Today I Wrote Nothing is a selection of poetry, plays, and prose by the early Soviet avant-garde writer Daniil Kharms. While not a political writer, per se, Kharms depicts the absurdities of modern life in Lenin and Stalin’s Russia in a style reminiscent of Samuel Beckett by way of Diogenes by way of Jacques Tati by way of the Three Stooges by way of Leonora Carrington by way of Charlie Kaufman by way of Kafka by way of Gallagher by way of Joy Williams by way of Abbie Hoffman by way of Mitch Hedberg by way of a fortune cookie.
— Eli
Description
A major contribution for American readers and students of Russian literature and an exciting discovery for fans of contemporary writers as eclectic as George Saunders, John Ashbery, and Martin McDonagh, Today I Wrote Nothing: The Selected Writings of Daniil Kharms is an invaluable collection for readers of innovative writing everywhere.
Featuring the acclaimed novella The Old Woman and darkly humorous short prose sequence “Events (Sluchai),” Today I Wrote Nothing also includes dozens of short prose pieces, plays, and poems long admired in Russia, but never before available in English.
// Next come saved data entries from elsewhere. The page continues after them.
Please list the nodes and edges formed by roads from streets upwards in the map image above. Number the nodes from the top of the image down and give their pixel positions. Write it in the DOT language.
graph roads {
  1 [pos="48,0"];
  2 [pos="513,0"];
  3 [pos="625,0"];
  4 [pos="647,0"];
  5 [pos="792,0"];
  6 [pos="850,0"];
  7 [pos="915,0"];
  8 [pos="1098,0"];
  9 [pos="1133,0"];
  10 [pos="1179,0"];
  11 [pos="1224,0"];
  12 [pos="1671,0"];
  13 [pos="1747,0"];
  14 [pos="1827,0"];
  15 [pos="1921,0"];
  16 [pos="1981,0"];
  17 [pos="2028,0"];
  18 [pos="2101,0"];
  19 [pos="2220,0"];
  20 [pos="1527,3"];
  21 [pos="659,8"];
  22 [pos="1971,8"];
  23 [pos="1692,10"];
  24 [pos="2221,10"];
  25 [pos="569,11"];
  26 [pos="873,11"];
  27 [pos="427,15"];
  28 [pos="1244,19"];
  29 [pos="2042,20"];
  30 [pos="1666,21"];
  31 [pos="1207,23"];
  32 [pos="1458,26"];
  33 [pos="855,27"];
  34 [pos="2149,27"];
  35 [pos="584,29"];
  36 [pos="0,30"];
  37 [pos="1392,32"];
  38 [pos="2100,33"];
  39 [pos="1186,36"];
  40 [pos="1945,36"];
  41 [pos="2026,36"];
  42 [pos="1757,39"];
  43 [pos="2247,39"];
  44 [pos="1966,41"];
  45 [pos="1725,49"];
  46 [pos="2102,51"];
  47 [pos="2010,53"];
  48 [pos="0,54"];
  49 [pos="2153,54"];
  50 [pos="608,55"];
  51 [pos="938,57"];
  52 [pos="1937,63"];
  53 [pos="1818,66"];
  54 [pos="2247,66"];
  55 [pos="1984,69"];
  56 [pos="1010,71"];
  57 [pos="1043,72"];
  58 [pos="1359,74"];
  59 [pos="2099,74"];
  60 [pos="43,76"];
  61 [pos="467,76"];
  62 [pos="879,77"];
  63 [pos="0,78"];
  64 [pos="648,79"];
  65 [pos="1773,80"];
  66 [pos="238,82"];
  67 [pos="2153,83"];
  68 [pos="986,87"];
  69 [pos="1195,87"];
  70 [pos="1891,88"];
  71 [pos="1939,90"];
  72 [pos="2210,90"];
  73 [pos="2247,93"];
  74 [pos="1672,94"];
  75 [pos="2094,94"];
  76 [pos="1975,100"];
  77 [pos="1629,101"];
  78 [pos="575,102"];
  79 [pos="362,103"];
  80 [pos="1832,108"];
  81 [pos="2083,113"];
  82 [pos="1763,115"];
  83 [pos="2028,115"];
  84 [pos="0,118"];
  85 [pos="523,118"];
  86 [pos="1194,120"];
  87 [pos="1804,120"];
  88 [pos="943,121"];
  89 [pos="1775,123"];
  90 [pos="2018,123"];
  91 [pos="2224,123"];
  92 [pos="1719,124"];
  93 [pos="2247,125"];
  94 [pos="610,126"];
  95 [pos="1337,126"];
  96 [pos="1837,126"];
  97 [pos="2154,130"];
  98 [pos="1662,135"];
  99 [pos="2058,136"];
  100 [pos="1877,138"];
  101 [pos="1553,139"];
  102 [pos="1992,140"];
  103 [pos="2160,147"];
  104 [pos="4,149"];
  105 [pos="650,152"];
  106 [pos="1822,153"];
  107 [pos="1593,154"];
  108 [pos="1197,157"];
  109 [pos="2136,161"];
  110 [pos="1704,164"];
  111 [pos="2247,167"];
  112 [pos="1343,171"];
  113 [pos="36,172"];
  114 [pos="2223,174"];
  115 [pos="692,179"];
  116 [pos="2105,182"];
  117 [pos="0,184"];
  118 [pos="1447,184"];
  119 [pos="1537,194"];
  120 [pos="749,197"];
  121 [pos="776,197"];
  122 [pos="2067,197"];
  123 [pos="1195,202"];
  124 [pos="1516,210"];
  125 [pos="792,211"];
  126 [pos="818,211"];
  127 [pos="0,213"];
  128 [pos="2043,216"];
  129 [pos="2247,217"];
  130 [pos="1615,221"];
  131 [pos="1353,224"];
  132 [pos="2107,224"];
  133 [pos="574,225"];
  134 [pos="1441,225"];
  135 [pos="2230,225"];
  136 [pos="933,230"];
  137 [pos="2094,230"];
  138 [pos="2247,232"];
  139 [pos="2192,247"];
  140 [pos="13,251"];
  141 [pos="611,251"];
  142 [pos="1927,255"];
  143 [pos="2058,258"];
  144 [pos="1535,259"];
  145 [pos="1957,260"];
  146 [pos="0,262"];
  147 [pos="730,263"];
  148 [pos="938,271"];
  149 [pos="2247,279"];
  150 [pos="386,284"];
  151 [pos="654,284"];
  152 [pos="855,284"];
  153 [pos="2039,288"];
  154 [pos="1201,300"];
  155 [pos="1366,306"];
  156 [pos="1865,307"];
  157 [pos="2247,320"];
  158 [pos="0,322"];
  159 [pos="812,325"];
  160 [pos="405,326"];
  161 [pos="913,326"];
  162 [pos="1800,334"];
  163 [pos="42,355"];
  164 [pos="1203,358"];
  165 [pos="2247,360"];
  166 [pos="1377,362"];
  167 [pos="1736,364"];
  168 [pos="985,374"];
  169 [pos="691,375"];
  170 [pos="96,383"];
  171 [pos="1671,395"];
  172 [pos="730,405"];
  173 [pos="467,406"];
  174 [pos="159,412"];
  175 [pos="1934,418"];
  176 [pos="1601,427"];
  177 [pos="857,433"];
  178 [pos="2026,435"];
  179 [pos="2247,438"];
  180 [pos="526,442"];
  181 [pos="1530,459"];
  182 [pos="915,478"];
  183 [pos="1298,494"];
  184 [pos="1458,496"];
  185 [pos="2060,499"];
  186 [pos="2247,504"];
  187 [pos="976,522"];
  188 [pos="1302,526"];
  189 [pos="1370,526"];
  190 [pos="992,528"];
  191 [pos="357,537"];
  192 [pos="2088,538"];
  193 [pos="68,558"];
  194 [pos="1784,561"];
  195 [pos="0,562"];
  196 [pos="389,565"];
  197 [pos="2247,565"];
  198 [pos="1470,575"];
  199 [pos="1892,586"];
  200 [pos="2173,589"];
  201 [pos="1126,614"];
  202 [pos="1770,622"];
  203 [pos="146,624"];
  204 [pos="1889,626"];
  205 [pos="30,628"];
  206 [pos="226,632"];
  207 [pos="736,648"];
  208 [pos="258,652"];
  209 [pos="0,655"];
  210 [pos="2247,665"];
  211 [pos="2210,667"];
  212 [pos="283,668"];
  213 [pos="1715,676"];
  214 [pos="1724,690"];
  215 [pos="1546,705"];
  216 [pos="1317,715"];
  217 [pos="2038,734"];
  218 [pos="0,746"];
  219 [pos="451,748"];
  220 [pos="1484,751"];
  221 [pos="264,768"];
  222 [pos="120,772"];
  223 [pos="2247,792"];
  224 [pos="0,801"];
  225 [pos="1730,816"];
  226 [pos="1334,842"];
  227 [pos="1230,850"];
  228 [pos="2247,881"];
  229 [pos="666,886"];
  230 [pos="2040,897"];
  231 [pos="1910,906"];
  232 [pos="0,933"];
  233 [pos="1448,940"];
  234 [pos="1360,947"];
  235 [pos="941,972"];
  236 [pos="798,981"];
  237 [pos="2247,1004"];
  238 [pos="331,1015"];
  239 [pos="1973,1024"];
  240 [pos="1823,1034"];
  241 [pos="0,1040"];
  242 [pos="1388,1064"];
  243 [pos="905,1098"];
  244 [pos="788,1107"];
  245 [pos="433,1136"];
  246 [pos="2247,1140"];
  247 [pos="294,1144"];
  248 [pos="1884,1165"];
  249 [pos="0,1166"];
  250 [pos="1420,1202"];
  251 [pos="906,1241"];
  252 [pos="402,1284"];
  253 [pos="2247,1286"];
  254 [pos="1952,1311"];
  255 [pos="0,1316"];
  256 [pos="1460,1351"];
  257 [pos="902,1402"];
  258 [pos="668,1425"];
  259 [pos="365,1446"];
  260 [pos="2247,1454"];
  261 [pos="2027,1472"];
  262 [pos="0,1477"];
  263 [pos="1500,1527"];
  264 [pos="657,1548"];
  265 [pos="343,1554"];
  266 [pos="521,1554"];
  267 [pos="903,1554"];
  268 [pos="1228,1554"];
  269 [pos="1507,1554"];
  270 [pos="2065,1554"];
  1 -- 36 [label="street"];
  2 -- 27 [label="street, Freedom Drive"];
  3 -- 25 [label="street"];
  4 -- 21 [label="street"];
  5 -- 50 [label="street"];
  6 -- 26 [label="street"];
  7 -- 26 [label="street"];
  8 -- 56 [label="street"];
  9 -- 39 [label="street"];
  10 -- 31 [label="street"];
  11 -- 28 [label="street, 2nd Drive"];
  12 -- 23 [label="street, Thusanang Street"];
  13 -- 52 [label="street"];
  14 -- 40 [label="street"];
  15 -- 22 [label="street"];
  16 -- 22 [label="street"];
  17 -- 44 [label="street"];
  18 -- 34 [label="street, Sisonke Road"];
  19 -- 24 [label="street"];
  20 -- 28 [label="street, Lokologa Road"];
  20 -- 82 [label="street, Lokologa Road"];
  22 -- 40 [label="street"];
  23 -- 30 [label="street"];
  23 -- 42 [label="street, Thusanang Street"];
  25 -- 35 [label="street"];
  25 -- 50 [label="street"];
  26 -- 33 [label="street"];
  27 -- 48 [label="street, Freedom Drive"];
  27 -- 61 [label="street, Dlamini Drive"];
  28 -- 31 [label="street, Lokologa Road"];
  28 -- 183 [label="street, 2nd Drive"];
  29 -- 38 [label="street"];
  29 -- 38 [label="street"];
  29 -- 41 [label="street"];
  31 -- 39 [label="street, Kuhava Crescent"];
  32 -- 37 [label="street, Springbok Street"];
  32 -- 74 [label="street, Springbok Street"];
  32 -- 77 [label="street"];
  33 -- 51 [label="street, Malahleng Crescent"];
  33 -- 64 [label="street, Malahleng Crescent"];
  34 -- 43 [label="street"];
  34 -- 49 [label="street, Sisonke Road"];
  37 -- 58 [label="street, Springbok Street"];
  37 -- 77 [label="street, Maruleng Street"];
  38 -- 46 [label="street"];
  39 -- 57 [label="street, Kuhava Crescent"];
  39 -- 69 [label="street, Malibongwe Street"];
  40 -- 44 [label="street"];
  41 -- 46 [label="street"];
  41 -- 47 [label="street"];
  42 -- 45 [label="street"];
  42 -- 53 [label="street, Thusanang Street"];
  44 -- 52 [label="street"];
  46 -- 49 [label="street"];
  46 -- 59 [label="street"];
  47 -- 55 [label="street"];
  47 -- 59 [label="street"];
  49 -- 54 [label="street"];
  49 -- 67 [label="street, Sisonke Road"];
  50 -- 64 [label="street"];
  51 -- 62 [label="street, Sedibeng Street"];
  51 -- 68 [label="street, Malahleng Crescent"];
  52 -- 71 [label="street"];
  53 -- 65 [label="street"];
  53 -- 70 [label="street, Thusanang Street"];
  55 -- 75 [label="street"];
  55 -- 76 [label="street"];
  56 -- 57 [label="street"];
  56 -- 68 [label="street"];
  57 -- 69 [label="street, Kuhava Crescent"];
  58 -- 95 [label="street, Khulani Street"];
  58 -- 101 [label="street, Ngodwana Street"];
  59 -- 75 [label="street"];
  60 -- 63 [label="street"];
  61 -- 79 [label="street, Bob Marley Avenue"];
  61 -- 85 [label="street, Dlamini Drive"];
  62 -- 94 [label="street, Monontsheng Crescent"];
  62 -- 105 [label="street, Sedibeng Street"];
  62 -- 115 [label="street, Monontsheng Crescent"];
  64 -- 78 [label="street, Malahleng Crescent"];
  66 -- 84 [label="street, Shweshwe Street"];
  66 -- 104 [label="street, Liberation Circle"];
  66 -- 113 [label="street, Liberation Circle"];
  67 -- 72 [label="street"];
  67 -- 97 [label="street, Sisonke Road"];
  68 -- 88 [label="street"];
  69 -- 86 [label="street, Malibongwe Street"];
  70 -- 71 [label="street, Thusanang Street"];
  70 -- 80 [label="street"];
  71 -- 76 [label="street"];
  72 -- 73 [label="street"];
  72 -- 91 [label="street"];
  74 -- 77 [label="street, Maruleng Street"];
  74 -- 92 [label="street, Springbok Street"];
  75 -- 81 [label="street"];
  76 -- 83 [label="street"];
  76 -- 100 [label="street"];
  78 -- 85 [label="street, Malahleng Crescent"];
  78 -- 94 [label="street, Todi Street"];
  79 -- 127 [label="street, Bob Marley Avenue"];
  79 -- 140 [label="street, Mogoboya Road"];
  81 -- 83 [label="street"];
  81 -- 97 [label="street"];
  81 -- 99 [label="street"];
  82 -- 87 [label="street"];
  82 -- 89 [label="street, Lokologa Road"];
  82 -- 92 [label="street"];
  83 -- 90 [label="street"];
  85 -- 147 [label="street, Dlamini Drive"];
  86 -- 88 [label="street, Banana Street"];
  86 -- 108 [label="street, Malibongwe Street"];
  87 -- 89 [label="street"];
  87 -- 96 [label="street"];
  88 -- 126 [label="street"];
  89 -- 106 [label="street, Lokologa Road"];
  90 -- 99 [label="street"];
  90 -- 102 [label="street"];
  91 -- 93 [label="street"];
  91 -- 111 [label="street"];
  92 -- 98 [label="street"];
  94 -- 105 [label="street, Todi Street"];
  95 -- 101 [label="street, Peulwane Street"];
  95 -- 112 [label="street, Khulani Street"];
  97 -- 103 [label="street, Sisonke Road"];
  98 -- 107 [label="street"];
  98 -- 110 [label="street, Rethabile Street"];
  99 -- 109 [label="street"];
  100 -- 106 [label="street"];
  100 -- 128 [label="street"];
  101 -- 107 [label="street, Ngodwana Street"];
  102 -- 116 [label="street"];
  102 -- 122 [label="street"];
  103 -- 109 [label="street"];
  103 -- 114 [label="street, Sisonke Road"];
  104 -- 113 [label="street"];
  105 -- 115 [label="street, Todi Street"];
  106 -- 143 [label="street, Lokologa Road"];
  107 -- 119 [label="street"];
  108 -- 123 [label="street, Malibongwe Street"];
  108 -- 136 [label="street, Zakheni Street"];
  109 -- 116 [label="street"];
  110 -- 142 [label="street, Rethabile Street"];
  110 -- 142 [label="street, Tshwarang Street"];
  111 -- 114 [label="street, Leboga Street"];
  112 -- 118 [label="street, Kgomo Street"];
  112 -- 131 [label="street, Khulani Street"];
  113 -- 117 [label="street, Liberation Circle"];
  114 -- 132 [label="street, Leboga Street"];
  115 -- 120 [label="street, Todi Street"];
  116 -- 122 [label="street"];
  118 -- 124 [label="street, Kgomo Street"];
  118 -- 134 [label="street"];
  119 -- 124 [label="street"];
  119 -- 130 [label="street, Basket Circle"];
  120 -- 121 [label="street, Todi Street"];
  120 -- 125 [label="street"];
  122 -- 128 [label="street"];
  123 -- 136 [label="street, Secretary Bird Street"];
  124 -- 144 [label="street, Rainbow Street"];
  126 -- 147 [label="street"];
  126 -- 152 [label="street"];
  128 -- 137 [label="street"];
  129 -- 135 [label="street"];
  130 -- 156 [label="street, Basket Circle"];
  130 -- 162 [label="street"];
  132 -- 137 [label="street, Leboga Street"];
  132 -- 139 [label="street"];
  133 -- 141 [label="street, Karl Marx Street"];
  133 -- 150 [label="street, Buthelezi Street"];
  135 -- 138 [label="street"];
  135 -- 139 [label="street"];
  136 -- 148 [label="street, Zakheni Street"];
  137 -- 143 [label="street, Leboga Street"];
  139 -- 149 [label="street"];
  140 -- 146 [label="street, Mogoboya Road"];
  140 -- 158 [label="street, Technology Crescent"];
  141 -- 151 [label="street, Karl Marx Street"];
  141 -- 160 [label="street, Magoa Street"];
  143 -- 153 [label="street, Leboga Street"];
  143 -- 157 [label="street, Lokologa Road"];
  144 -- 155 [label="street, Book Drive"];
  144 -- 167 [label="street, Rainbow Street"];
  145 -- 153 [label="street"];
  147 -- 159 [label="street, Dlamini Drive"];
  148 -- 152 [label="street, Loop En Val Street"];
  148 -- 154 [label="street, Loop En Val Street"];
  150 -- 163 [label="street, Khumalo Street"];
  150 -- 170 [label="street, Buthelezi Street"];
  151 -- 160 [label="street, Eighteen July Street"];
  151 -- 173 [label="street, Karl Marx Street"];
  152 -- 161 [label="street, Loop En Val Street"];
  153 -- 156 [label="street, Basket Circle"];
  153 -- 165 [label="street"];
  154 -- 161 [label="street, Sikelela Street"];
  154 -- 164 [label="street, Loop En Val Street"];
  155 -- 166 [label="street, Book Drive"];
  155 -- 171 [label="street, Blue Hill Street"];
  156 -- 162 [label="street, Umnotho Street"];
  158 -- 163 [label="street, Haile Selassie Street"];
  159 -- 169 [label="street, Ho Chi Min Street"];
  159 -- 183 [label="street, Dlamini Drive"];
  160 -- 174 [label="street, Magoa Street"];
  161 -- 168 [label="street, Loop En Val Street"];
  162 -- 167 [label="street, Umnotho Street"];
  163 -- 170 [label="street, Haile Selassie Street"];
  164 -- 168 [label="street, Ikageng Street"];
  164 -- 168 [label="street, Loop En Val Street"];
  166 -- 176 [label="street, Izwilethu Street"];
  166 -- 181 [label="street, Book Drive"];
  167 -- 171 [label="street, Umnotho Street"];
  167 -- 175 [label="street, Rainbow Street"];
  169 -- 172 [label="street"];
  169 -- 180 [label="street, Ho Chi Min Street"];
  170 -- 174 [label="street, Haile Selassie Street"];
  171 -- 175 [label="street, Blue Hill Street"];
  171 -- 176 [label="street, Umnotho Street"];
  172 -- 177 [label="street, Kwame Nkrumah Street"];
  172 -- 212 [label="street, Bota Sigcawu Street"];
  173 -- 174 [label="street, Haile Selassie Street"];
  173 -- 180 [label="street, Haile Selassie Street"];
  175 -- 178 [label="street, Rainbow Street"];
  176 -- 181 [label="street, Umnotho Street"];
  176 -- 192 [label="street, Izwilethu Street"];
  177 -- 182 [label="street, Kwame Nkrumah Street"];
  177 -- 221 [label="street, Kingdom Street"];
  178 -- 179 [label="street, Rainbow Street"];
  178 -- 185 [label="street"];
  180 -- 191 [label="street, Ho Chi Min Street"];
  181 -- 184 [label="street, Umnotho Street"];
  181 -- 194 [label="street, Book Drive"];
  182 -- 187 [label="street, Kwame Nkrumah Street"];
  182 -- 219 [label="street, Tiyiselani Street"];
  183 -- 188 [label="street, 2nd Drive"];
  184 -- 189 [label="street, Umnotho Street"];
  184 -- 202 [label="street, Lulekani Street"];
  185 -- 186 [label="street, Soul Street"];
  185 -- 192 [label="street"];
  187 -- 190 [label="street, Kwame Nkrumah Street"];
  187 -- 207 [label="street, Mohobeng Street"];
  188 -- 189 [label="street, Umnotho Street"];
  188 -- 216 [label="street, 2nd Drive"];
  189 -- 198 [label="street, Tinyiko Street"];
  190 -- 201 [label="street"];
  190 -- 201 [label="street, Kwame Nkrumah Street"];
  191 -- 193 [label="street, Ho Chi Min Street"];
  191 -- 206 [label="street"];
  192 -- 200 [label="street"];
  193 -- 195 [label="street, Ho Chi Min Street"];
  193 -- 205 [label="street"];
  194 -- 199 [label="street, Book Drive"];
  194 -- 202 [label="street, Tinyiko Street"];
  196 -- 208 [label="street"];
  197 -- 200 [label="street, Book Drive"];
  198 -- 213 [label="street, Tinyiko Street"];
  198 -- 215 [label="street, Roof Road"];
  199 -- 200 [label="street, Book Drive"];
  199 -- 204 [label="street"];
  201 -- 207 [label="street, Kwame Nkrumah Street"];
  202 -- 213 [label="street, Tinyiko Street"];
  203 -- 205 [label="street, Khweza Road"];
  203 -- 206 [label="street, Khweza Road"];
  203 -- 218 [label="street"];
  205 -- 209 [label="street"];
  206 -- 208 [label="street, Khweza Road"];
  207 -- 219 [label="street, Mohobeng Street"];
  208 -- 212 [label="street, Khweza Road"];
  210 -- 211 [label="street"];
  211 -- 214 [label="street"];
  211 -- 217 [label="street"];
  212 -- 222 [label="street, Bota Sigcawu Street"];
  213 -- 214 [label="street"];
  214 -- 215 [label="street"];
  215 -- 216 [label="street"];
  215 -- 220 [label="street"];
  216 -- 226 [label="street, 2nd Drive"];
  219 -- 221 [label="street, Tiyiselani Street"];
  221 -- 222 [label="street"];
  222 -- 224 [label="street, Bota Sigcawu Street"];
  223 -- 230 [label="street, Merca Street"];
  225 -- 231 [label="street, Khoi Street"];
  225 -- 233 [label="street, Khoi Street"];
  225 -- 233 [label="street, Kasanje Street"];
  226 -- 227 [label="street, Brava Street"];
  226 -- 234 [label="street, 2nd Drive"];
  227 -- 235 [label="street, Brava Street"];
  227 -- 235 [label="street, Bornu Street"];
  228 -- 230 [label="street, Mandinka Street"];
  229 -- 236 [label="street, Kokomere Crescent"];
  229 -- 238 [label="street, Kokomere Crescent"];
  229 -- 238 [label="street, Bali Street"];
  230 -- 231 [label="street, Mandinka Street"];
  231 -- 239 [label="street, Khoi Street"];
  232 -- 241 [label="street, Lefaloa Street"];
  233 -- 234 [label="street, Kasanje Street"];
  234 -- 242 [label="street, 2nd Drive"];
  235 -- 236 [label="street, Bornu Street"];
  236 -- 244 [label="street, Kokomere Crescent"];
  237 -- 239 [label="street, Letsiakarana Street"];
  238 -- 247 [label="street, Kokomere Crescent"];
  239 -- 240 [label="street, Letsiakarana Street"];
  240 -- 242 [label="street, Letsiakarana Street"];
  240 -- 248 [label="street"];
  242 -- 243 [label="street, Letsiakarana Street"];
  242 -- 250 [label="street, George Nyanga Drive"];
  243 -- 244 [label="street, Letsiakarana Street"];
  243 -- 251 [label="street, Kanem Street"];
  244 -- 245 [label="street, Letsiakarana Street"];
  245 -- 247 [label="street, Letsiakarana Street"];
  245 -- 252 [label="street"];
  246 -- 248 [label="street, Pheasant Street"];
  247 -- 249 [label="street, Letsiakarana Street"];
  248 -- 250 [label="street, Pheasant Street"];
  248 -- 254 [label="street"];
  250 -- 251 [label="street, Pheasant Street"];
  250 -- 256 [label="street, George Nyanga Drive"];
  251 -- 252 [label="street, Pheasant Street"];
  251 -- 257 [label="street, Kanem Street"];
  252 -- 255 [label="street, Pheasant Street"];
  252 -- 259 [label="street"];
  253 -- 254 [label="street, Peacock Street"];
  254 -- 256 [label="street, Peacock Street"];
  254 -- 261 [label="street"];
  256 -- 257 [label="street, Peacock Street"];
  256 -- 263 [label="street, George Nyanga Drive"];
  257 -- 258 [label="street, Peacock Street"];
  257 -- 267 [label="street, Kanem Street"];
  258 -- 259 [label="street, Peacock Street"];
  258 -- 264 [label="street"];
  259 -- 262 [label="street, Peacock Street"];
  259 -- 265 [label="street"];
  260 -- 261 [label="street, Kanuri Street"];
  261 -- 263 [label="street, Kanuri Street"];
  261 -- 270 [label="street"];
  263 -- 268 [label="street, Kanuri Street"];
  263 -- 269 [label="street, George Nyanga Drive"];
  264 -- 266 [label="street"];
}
Daniil Kharms has long been heralded as one of the most iconoclastic writers of the Soviet era, but the full breadth of his achievement only followed the opening of Kharms’s archives being recognized internationally. In this brilliant translation by Matvei Yankelevich, English-language readers now have a comprehensive collection of the prose and poetry that secured Kharms’s literary reputation a reputation that grew in Russia even as the Soviet establishment worked to suppress it.